Dificilmente, um adolescente, ao ser questionado, conseguirá contar ou explicar o que se passa na sua cabeça em uma  conversa linear. Não faz parte da forma como eles aprenderam a se relacionar na era da internet. Estão habituados a receber mais informações do que a responderem a questionamentos.

A boa notícia é que, atualmente, há diversos recursos para abordar com nossos filhos temas que consideramos fundamentais ao seu aprendizado e experiência. Porém, é preciso “comer pelas beiradas”, entrando no mundo que eles conhecem, por meio da linguagem  nativa dessa faixa etária.

Esses recursos incluem, por exemplo, temas de séries, exemplos de casos que estão nos trending topics do twitter, comentados por influencers digitais, em realities shows, nos noticiários dos jornais, entre outros meios, que podem nos  conectar.

Conhecer para auxiliar

É  fundamental termos em mente que a internet, para eles, não é apenas distração, atividade de lazer – é a vida social  que conhecem, por mais estranho que isso ainda pareça para as gerações que os precederam.

O meio digital para os atuais adolescentes é o que a rua significou para a geração X (nascidos entre 1965 e 1981). Se quisermos fazer parte, precisamos estar, de alguma forma, inseridos nesse universo.

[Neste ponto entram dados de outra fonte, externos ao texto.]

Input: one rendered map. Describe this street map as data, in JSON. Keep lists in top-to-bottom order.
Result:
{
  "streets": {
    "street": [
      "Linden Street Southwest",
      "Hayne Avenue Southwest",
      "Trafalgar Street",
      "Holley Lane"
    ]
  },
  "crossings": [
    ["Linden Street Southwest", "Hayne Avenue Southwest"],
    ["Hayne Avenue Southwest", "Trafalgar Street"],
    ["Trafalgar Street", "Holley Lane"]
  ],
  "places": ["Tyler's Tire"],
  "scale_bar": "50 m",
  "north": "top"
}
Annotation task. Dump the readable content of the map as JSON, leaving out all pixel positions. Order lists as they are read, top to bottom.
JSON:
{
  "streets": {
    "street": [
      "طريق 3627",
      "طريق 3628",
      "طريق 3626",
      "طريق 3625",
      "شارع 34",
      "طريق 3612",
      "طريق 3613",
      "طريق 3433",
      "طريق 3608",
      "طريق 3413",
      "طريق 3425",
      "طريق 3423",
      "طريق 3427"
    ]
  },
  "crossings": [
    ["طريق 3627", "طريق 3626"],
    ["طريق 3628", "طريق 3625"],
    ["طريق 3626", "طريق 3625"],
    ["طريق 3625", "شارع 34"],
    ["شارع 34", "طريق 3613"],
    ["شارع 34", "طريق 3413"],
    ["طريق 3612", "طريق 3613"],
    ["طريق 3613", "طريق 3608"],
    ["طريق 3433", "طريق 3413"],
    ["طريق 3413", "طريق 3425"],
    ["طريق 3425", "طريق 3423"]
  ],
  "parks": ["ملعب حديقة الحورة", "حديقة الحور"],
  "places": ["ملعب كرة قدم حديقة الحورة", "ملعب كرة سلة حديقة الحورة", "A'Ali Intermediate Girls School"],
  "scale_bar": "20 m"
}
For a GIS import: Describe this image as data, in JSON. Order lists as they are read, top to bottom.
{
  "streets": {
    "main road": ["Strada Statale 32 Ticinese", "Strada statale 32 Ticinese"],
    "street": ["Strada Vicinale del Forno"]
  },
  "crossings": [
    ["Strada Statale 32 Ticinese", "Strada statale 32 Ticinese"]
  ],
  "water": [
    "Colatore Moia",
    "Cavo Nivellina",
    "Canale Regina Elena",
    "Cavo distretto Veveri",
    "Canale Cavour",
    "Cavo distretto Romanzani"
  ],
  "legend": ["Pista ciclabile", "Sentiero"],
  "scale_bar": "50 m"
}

O trabalho é uma atividade fundamental para os seres humanos, nos possibilita sobreviver, traz realização pessoal, reconhecimento,  representa o desempenho de um papel social importante, mas nem sempre felicidade.  É meio, não fim.

Auxiliar os nossos filhos a lidarem com as frustrações da vida é tarefa difícil. Entretanto, é preciso que eles entendam que crescer e amadurecer passa, invariavelmente, por esse exercício!